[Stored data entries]

* * *

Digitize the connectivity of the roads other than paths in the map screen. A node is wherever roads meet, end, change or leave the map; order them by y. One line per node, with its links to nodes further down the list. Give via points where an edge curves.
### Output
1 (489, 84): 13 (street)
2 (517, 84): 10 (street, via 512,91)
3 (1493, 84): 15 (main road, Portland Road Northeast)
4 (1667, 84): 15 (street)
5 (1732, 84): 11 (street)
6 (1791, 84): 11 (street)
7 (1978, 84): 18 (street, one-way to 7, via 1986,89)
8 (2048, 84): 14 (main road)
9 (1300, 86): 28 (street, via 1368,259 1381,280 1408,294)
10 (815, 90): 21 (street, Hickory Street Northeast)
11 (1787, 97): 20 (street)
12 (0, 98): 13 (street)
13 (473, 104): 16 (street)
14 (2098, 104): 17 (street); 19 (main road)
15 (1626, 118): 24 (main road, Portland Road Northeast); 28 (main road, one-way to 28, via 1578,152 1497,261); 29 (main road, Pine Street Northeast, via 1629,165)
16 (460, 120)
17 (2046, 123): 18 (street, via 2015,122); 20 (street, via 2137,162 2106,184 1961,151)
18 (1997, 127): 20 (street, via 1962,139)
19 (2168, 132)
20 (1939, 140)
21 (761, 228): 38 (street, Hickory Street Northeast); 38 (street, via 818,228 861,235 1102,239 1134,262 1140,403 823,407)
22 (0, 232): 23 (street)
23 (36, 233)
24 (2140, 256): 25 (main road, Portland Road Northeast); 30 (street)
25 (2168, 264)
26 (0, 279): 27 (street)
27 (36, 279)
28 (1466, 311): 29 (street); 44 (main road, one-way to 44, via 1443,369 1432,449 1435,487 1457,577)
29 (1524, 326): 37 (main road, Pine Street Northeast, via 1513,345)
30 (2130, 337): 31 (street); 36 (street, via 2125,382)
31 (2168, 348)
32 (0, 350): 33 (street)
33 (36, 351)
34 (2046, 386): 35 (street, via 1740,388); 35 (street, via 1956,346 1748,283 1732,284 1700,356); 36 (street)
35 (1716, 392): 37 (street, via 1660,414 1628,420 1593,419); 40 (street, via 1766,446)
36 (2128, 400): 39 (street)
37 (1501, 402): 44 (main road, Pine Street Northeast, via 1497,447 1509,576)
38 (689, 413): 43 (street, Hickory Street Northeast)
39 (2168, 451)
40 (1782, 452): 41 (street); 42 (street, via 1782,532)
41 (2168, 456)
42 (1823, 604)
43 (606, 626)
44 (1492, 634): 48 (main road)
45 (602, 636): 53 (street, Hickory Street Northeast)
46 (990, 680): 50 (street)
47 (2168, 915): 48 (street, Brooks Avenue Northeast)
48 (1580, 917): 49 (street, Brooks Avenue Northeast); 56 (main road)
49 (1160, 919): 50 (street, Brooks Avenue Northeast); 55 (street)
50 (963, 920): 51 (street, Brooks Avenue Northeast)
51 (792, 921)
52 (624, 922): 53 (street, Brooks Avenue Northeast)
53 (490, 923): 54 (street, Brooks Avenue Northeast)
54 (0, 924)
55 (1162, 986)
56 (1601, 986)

* * *

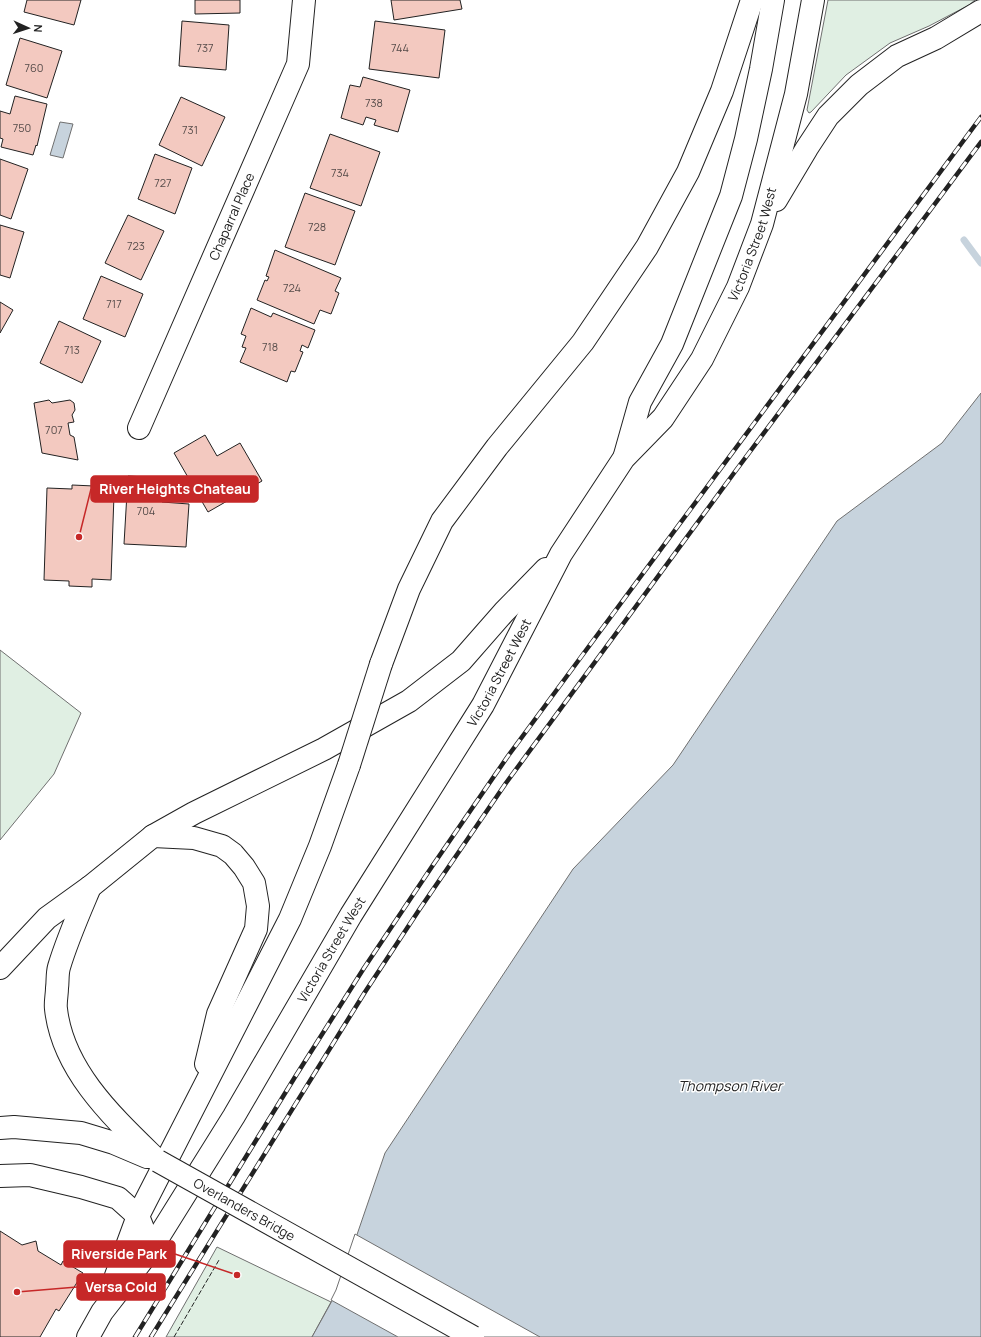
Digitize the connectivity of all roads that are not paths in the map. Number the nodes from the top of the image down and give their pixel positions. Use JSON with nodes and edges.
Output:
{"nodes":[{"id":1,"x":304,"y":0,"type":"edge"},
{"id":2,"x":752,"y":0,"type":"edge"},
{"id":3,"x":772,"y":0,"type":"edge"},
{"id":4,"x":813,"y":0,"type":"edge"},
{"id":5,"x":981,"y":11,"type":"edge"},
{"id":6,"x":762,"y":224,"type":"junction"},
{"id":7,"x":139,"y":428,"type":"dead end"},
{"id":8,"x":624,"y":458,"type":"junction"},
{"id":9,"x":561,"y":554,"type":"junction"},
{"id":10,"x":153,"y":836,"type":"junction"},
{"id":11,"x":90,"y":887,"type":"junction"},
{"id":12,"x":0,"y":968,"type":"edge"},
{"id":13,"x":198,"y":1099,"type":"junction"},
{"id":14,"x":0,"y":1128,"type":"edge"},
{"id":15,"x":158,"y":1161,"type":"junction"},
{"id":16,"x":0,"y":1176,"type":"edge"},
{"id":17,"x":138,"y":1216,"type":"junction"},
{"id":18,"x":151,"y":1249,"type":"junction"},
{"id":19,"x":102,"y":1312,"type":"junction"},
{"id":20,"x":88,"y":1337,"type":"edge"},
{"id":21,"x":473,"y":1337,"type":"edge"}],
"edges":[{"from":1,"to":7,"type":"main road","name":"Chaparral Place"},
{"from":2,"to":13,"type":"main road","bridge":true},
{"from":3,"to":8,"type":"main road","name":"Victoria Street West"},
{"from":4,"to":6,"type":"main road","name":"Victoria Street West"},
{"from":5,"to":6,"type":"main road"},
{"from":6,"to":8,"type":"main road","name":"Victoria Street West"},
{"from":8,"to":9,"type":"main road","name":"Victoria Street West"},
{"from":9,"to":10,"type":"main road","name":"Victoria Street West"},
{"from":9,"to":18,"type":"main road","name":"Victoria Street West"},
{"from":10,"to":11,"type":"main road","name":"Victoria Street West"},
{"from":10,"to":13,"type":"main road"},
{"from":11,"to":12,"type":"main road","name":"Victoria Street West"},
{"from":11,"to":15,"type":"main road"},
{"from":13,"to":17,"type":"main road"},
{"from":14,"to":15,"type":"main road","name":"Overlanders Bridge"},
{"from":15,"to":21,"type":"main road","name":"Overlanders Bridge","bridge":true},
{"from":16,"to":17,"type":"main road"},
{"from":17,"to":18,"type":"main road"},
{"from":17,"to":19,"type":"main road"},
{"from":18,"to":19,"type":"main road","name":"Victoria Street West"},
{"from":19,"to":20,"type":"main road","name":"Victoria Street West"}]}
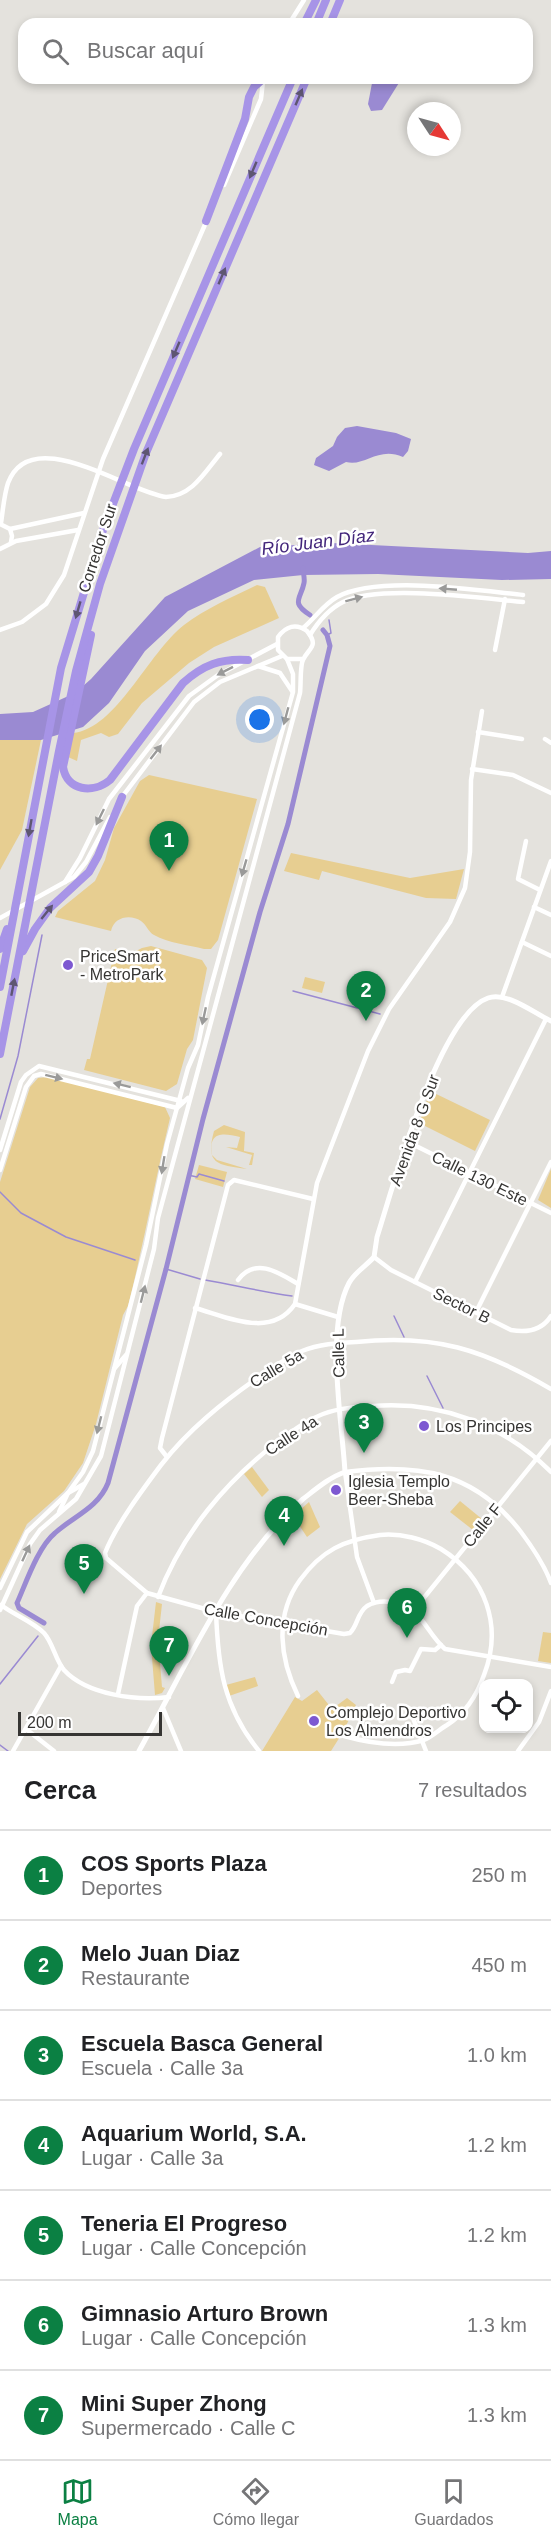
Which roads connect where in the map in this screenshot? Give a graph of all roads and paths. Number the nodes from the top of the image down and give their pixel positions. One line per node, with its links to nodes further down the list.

* * *

**What is needed**
Only the number is required: state how many lines of the entries hold the word "list".

**Answer to this problem**
2